## Data to process
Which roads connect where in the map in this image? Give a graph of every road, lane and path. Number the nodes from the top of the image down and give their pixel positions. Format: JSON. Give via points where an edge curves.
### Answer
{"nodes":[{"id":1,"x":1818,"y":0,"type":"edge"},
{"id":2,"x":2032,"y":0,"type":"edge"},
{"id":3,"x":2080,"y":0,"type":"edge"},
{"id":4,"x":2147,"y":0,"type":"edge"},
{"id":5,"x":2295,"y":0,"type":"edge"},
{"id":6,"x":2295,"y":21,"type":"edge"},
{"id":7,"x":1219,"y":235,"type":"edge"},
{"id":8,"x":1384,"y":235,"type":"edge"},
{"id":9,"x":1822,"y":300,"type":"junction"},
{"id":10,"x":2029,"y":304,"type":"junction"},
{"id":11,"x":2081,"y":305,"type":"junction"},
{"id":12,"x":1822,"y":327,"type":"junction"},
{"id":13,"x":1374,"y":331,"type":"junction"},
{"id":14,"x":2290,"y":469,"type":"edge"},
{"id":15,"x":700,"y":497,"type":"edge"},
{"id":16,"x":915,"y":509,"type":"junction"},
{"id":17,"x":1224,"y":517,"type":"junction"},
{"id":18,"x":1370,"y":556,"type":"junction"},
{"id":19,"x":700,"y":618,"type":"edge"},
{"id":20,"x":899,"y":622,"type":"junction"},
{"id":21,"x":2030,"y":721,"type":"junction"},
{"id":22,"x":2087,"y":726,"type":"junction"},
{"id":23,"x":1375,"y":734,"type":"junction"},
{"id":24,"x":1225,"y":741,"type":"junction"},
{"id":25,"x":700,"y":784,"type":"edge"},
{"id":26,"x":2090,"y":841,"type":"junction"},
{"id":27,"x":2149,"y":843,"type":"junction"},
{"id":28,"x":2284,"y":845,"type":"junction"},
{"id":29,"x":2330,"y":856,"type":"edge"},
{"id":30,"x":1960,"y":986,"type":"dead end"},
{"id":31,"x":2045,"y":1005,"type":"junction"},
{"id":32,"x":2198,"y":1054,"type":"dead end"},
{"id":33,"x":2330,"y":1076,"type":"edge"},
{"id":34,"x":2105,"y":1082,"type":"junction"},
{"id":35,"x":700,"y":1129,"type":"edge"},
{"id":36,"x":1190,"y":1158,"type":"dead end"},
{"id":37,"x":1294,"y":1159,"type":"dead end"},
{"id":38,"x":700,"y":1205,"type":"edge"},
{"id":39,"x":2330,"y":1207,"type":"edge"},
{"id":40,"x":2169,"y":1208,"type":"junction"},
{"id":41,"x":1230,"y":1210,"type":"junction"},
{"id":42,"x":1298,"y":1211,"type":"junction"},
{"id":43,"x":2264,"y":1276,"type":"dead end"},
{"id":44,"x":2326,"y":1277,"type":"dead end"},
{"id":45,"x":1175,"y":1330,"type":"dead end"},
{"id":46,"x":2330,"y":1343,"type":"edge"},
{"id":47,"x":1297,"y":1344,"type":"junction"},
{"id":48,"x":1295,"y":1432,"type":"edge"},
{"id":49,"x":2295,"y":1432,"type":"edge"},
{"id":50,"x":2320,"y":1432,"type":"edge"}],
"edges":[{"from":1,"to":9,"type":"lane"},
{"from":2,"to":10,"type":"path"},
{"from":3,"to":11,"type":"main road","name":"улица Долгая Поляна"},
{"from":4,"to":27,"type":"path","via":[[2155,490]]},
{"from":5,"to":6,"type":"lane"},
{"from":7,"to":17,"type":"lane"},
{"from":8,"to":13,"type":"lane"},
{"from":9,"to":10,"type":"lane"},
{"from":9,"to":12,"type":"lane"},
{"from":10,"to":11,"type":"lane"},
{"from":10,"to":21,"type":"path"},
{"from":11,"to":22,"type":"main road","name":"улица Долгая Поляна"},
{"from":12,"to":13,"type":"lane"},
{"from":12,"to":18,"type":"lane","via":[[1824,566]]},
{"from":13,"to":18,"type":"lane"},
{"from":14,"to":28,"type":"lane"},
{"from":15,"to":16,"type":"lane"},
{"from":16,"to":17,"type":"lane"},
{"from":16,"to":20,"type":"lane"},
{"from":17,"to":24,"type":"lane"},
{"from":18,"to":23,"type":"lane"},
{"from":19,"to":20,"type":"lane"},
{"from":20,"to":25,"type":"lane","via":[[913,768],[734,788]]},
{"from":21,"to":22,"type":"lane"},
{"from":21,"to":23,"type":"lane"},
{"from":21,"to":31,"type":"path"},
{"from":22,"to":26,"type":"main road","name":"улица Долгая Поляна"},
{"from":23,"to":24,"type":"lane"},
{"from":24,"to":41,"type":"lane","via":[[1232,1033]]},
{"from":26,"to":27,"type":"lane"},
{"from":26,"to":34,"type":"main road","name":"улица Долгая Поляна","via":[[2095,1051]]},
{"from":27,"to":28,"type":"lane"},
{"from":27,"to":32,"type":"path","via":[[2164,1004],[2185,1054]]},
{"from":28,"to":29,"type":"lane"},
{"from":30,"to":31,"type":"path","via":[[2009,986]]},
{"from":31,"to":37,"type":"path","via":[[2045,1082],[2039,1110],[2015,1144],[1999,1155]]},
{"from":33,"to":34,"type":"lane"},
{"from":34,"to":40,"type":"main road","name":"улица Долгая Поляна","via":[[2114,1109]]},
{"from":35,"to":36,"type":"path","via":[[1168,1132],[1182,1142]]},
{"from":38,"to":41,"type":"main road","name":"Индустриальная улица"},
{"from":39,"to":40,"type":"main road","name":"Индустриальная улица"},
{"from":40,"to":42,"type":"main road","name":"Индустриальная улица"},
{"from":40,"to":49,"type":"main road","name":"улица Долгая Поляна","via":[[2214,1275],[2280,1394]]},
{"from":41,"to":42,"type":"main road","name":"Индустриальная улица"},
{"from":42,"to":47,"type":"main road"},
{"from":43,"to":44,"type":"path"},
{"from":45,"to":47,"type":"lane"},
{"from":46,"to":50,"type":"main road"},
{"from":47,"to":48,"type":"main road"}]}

## Problem description
Provide an exact transcription of every entry above.

## Task response
Which roads connect where in the map in this image? Give a graph of every road, lane and path. Number the nodes from the top of the image down and give their pixel positions. Format: JSON. Give via points where an edge curves.
### Answer
{"nodes":[{"id":1,"x":1818,"y":0,"type":"edge"},
{"id":2,"x":2032,"y":0,"type":"edge"},
{"id":3,"x":2080,"y":0,"type":"edge"},
{"id":4,"x":2147,"y":0,"type":"edge"},
{"id":5,"x":2295,"y":0,"type":"edge"},
{"id":6,"x":2295,"y":21,"type":"edge"},
{"id":7,"x":1219,"y":235,"type":"edge"},
{"id":8,"x":1384,"y":235,"type":"edge"},
{"id":9,"x":1822,"y":300,"type":"junction"},
{"id":10,"x":2029,"y":304,"type":"junction"},
{"id":11,"x":2081,"y":305,"type":"junction"},
{"id":12,"x":1822,"y":327,"type":"junction"},
{"id":13,"x":1374,"y":331,"type":"junction"},
{"id":14,"x":2290,"y":469,"type":"edge"},
{"id":15,"x":700,"y":497,"type":"edge"},
{"id":16,"x":915,"y":509,"type":"junction"},
{"id":17,"x":1224,"y":517,"type":"junction"},
{"id":18,"x":1370,"y":556,"type":"junction"},
{"id":19,"x":700,"y":618,"type":"edge"},
{"id":20,"x":899,"y":622,"type":"junction"},
{"id":21,"x":2030,"y":721,"type":"junction"},
{"id":22,"x":2087,"y":726,"type":"junction"},
{"id":23,"x":1375,"y":734,"type":"junction"},
{"id":24,"x":1225,"y":741,"type":"junction"},
{"id":25,"x":700,"y":784,"type":"edge"},
{"id":26,"x":2090,"y":841,"type":"junction"},
{"id":27,"x":2149,"y":843,"type":"junction"},
{"id":28,"x":2284,"y":845,"type":"junction"},
{"id":29,"x":2330,"y":856,"type":"edge"},
{"id":30,"x":1960,"y":986,"type":"dead end"},
{"id":31,"x":2045,"y":1005,"type":"junction"},
{"id":32,"x":2198,"y":1054,"type":"dead end"},
{"id":33,"x":2330,"y":1076,"type":"edge"},
{"id":34,"x":2105,"y":1082,"type":"junction"},
{"id":35,"x":700,"y":1129,"type":"edge"},
{"id":36,"x":1190,"y":1158,"type":"dead end"},
{"id":37,"x":1294,"y":1159,"type":"dead end"},
{"id":38,"x":700,"y":1205,"type":"edge"},
{"id":39,"x":2330,"y":1207,"type":"edge"},
{"id":40,"x":2169,"y":1208,"type":"junction"},
{"id":41,"x":1230,"y":1210,"type":"junction"},
{"id":42,"x":1298,"y":1211,"type":"junction"},
{"id":43,"x":2264,"y":1276,"type":"dead end"},
{"id":44,"x":2326,"y":1277,"type":"dead end"},
{"id":45,"x":1175,"y":1330,"type":"dead end"},
{"id":46,"x":2330,"y":1343,"type":"edge"},
{"id":47,"x":1297,"y":1344,"type":"junction"},
{"id":48,"x":1295,"y":1432,"type":"edge"},
{"id":49,"x":2295,"y":1432,"type":"edge"},
{"id":50,"x":2320,"y":1432,"type":"edge"}],
"edges":[{"from":1,"to":9,"type":"lane"},
{"from":2,"to":10,"type":"path"},
{"from":3,"to":11,"type":"main road","name":"улица Долгая Поляна"},
{"from":4,"to":27,"type":"path","via":[[2155,490]]},
{"from":5,"to":6,"type":"lane"},
{"from":7,"to":17,"type":"lane"},
{"from":8,"to":13,"type":"lane"},
{"from":9,"to":10,"type":"lane"},
{"from":9,"to":12,"type":"lane"},
{"from":10,"to":11,"type":"lane"},
{"from":10,"to":21,"type":"path"},
{"from":11,"to":22,"type":"main road","name":"улица Долгая Поляна"},
{"from":12,"to":13,"type":"lane"},
{"from":12,"to":18,"type":"lane","via":[[1824,566]]},
{"from":13,"to":18,"type":"lane"},
{"from":14,"to":28,"type":"lane"},
{"from":15,"to":16,"type":"lane"},
{"from":16,"to":17,"type":"lane"},
{"from":16,"to":20,"type":"lane"},
{"from":17,"to":24,"type":"lane"},
{"from":18,"to":23,"type":"lane"},
{"from":19,"to":20,"type":"lane"},
{"from":20,"to":25,"type":"lane","via":[[913,768],[734,788]]},
{"from":21,"to":22,"type":"lane"},
{"from":21,"to":23,"type":"lane"},
{"from":21,"to":31,"type":"path"},
{"from":22,"to":26,"type":"main road","name":"улица Долгая Поляна"},
{"from":23,"to":24,"type":"lane"},
{"from":24,"to":41,"type":"lane","via":[[1232,1033]]},
{"from":26,"to":27,"type":"lane"},
{"from":26,"to":34,"type":"main road","name":"улица Долгая Поляна","via":[[2095,1051]]},
{"from":27,"to":28,"type":"lane"},
{"from":27,"to":32,"type":"path","via":[[2164,1004],[2185,1054]]},
{"from":28,"to":29,"type":"lane"},
{"from":30,"to":31,"type":"path","via":[[2009,986]]},
{"from":31,"to":37,"type":"path","via":[[2045,1082],[2039,1110],[2015,1144],[1999,1155]]},
{"from":33,"to":34,"type":"lane"},
{"from":34,"to":40,"type":"main road","name":"улица Долгая Поляна","via":[[2114,1109]]},
{"from":35,"to":36,"type":"path","via":[[1168,1132],[1182,1142]]},
{"from":38,"to":41,"type":"main road","name":"Индустриальная улица"},
{"from":39,"to":40,"type":"main road","name":"Индустриальная улица"},
{"from":40,"to":42,"type":"main road","name":"Индустриальная улица"},
{"from":40,"to":49,"type":"main road","name":"улица Долгая Поляна","via":[[2214,1275],[2280,1394]]},
{"from":41,"to":42,"type":"main road","name":"Индустриальная улица"},
{"from":42,"to":47,"type":"main road"},
{"from":43,"to":44,"type":"path"},
{"from":45,"to":47,"type":"lane"},
{"from":46,"to":50,"type":"main road"},
{"from":47,"to":48,"type":"main road"}]}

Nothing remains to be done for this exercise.